┌────────

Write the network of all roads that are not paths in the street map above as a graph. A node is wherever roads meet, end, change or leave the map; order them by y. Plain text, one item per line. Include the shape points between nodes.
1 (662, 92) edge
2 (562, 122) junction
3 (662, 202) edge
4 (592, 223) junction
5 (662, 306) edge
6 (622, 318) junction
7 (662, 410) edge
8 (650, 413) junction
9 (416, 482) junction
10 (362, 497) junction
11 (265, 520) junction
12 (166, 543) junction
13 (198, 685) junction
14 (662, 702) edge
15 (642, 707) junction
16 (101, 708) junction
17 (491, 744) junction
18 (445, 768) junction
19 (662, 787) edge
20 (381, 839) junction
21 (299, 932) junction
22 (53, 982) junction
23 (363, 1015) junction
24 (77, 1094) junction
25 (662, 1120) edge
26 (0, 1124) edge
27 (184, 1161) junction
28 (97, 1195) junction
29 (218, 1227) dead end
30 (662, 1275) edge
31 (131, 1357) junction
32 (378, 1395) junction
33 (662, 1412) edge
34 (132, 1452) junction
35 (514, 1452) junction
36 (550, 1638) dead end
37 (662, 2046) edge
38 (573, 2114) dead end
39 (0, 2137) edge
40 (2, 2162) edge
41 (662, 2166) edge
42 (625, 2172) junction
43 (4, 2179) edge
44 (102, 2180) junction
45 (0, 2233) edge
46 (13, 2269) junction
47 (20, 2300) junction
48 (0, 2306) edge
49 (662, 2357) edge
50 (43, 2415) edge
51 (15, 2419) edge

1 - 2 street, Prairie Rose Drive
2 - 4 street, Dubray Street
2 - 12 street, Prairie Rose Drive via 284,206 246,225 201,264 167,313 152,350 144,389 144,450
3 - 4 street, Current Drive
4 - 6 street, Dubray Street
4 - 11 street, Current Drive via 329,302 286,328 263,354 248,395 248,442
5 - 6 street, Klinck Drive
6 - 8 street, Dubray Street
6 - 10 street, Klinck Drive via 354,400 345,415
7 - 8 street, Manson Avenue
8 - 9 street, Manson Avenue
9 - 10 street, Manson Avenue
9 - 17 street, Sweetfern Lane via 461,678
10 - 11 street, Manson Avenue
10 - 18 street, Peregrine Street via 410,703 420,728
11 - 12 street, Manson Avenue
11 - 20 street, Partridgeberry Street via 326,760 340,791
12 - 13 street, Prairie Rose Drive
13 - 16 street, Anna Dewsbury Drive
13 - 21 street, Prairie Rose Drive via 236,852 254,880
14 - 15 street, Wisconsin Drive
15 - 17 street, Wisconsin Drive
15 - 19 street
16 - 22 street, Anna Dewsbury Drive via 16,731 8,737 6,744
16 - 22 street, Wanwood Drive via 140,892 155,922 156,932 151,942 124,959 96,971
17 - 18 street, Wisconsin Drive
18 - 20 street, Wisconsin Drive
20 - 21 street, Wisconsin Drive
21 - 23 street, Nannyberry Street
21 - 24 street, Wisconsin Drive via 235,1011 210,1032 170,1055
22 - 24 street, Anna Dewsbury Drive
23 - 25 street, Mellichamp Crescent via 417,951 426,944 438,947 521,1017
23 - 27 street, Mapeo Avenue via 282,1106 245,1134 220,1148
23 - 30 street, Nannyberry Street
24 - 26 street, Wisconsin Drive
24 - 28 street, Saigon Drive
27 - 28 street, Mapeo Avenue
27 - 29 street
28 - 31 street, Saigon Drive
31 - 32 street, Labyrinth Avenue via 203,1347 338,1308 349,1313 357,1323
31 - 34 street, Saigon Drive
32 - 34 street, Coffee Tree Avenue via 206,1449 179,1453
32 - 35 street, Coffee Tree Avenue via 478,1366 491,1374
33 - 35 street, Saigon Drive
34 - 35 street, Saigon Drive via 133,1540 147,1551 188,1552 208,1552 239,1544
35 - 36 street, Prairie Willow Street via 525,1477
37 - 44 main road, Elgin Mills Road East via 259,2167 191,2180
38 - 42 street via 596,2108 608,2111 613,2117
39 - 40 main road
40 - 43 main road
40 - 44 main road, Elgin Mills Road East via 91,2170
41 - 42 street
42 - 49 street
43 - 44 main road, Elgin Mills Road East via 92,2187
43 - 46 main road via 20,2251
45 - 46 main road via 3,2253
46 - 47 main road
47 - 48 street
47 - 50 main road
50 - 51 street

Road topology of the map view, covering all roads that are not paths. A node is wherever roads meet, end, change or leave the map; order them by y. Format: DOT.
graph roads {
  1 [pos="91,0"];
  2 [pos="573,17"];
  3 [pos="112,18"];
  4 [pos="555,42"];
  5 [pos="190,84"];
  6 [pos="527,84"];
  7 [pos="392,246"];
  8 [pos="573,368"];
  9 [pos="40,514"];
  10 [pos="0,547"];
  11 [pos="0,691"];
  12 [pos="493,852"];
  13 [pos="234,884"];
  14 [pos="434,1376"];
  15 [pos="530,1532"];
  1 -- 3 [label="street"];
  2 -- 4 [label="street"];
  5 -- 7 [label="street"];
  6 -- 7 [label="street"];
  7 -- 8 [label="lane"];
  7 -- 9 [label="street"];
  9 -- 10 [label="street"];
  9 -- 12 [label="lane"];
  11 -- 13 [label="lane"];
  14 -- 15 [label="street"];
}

└────────

▶ WHAT THE TASK REQUIRES
How many lines in the data contain "Elgin"? Answer with the number alone.

▶ RESULT OF THE TASK
3